The deeper problem, Damien argued, is cultural. Bureaucrats view policy through the lens of institutional continuity and internal processes. “They are inherently anti-change,” he said. And unlike ministers, they do not rotate every few years; they are the enduring actors, the ones who determine long-term policy trajectories.
Understanding bureaucrats: A call for ethnographic intelligence
Faced with this reality, Damien urged think tanks to invest in “bureaucratic ethnography”, a systematic study of how different departments and agencies function, how information flows, who holds influence, and how decisions are truly made. Every ministry, he noted, operates differently, and effective influence requires tailored strategies.
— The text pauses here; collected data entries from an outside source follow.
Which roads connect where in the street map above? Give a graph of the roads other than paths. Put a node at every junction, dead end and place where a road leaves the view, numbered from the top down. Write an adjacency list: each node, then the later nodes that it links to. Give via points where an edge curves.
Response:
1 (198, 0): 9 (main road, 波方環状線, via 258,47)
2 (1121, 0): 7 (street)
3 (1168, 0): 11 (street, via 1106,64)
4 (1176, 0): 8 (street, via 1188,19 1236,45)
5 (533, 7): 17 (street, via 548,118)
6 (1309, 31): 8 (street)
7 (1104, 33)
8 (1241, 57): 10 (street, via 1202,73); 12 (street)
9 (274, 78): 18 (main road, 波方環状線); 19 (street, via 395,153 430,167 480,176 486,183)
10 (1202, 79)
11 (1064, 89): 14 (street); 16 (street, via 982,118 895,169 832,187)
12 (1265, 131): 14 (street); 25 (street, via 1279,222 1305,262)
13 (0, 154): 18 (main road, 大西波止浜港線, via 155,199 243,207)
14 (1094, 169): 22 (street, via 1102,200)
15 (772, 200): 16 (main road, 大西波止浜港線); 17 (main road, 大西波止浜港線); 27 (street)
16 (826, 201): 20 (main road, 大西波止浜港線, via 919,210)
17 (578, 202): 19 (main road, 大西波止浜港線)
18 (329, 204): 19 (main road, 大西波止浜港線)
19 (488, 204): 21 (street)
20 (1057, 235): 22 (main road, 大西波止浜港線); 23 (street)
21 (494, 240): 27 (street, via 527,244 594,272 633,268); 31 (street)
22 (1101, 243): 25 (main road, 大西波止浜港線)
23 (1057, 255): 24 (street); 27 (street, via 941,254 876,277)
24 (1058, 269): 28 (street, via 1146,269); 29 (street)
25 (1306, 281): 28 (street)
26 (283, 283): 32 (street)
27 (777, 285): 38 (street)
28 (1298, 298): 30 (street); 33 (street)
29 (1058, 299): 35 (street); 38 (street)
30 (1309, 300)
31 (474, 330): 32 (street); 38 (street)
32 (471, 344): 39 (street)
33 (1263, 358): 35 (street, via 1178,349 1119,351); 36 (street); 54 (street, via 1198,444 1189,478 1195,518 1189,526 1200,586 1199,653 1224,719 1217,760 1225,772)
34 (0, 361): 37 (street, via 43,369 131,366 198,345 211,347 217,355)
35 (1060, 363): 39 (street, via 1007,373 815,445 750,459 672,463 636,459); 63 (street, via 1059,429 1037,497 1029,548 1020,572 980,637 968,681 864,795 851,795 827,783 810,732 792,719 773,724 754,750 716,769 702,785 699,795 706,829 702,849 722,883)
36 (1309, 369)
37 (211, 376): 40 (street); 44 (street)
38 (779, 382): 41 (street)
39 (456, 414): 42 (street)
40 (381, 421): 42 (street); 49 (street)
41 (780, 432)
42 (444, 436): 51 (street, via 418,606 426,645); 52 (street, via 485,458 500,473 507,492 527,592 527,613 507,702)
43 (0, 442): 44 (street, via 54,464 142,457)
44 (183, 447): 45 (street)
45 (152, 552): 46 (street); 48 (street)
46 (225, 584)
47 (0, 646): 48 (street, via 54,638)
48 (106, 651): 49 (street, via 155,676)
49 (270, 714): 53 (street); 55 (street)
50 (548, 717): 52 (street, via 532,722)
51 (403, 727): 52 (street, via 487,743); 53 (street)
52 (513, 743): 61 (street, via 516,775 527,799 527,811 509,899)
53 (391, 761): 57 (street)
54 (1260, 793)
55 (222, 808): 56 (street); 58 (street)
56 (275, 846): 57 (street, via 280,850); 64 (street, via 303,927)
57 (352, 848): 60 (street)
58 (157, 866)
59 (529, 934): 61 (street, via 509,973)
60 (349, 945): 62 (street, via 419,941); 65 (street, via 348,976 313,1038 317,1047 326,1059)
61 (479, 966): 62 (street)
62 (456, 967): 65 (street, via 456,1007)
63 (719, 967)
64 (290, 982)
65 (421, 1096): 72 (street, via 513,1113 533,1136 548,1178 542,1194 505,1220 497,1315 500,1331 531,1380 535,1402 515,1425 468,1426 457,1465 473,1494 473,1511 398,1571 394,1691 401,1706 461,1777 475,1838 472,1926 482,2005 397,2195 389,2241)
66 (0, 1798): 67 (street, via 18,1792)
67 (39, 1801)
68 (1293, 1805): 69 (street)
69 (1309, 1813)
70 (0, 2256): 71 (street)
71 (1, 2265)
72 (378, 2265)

Think tanks must begin engaging civil servants as early as they engage ministers. Treat them as partners, not executors. Build relationships, understand their needs, and align recommendations with their institutional interests. “Feed their power,” Damien advised. “Cater to their incentives.”
Policy implementation is a multi-stakeholder endeavour
Damien argued that real implementation requires engaging all levels of the policy ecosystem: decision-makers, relevant publics, civil society, and the technocracy. “Unless you get all three right,” he said, “your policy is not going to fly.”
This insight is especially urgent in systems where ministerial turnover is high. In the seven years since the 2018 report launch, Jamaica’s environmental portfolio saw three different ministers. Meanwhile, the same bureaucrats remained. This, Damien said, is not an exception; it is the rule.
Conclusion: Between the Apogee and the Abyss
Damien King’s keynote was a masterclass in realpolitik for think tanks. Celebrated report launches and ministerial soundbites are seductive, but insufficient. True influence, he contended, lies not at the apex of the pyramid, but in navigating its full depth, from public discourse to civil service mechanics.
He closed with a challenge: think tanks must expand their theory of change, sharpen their communication strategies, and take bureaucratic dynamics seriously. Only then can they bridge the yawning gap between commitment and implementation.